_Task requirements_
Each line of the material holding the word "paths" must be identified and copied.

_Dataset records_
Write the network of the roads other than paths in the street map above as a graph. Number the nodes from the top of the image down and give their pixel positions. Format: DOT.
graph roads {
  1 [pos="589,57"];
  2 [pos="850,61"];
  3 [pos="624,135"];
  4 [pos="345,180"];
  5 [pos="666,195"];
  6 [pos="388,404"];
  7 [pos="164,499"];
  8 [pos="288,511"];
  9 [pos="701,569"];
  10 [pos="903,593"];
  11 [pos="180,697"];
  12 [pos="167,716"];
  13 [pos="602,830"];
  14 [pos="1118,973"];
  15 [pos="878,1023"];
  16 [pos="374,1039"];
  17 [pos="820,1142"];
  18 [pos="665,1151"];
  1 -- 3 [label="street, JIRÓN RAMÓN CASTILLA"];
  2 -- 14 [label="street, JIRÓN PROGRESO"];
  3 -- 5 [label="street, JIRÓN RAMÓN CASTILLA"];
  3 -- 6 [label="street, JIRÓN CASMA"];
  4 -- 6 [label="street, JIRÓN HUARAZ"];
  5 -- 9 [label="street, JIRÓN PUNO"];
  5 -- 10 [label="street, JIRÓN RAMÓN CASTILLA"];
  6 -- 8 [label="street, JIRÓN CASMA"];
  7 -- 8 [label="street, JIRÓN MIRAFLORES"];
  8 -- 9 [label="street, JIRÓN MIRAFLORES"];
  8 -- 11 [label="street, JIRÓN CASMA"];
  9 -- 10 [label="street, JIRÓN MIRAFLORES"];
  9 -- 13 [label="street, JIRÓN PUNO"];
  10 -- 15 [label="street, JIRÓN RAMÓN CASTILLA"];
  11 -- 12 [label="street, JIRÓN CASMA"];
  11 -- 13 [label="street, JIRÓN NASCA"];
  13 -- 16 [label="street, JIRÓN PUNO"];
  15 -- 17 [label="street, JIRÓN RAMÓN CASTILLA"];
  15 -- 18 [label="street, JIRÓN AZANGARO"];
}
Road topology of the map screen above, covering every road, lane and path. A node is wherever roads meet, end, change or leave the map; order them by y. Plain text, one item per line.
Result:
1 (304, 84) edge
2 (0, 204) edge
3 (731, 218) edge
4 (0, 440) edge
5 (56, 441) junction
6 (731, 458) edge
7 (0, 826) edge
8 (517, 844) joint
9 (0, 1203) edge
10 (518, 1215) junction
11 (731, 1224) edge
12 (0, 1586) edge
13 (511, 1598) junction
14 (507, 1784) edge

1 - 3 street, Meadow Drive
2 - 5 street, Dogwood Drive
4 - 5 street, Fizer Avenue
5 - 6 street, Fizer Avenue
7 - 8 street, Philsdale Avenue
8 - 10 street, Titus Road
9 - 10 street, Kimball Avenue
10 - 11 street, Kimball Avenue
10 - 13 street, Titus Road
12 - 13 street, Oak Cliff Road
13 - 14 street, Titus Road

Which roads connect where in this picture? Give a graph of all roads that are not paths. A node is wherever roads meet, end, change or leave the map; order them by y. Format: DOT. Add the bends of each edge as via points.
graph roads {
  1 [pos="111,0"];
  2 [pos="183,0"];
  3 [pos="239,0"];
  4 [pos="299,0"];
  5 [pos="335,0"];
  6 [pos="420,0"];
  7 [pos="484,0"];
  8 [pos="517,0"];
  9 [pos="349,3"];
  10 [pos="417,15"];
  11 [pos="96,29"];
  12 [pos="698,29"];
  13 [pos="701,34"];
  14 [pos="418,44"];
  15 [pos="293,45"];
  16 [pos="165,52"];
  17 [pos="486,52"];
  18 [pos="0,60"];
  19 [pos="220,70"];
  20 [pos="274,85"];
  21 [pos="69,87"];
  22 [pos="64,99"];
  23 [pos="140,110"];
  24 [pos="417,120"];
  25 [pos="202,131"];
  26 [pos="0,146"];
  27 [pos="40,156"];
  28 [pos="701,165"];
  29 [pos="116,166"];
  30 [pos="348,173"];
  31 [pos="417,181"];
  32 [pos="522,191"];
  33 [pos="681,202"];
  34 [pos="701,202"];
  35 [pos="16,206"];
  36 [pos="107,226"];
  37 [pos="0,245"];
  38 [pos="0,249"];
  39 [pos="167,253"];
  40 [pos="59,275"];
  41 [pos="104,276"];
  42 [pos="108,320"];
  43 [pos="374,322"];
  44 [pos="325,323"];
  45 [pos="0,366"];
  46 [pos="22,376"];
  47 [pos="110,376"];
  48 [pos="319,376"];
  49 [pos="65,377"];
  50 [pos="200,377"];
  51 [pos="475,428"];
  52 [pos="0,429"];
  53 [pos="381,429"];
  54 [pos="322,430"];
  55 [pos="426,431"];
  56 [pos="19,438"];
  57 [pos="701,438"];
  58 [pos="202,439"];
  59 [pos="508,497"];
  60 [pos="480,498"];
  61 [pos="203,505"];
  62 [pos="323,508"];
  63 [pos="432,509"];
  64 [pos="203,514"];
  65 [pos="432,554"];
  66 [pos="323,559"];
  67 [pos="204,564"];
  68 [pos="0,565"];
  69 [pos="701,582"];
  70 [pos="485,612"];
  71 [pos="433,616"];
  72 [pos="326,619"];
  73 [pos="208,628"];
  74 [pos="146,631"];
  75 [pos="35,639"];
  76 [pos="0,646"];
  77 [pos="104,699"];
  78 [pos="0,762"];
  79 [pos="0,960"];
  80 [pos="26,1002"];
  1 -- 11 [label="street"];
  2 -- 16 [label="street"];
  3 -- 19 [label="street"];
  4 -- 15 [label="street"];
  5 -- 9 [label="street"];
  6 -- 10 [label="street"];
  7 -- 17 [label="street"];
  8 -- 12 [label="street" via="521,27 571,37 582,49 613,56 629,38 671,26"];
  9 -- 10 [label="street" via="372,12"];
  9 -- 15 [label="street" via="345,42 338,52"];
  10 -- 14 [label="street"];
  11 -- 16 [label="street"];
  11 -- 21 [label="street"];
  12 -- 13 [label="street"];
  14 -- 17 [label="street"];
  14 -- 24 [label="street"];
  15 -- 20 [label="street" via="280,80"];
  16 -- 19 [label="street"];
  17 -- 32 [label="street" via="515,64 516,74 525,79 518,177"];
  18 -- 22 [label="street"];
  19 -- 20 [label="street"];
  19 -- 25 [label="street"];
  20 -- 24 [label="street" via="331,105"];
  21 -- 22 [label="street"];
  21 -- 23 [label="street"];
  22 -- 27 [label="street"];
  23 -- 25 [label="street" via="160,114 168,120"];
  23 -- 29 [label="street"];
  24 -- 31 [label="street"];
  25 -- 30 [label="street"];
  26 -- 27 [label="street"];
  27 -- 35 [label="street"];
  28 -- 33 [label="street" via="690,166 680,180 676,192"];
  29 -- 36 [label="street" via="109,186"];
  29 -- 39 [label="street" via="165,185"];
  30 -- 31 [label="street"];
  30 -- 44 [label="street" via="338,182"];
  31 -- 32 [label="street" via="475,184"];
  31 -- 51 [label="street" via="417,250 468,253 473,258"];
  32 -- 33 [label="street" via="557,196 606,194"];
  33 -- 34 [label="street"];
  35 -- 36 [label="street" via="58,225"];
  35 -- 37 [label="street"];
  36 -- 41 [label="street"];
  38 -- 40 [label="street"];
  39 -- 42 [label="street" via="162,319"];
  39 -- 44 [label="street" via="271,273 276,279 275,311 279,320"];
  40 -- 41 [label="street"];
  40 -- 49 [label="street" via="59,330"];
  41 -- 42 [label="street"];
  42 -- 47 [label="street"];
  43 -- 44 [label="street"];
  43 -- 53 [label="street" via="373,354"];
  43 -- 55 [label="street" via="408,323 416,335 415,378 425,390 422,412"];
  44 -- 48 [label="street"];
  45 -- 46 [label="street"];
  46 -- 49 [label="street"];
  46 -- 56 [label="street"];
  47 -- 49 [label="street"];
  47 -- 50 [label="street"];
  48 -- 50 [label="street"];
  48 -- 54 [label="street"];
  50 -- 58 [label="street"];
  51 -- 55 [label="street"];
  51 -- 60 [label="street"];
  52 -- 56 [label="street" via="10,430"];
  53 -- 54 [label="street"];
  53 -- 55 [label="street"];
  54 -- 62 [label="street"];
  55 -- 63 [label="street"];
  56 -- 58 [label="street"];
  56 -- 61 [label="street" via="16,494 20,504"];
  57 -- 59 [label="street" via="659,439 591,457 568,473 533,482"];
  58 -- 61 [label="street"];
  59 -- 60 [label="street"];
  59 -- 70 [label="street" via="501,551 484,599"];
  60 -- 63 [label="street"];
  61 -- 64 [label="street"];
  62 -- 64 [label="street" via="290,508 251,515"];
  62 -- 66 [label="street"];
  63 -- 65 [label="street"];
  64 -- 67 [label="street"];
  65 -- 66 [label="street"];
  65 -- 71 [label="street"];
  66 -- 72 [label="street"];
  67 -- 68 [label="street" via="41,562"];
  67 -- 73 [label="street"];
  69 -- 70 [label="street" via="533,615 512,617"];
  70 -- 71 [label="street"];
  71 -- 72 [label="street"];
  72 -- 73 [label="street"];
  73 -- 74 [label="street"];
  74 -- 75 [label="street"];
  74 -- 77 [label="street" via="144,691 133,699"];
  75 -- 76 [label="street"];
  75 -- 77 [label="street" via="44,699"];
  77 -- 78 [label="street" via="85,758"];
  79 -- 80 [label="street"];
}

_Reply_
Write the network of the roads other than paths in the street map above as a graph. Number the nodes from the top of the image down and give their pixel positions. Format: DOT.
Which roads connect where in this picture? Give a graph of all roads that are not paths. A node is wherever roads meet, end, change or leave the map; order them by y. Format: DOT. Add the bends of each edge as via points.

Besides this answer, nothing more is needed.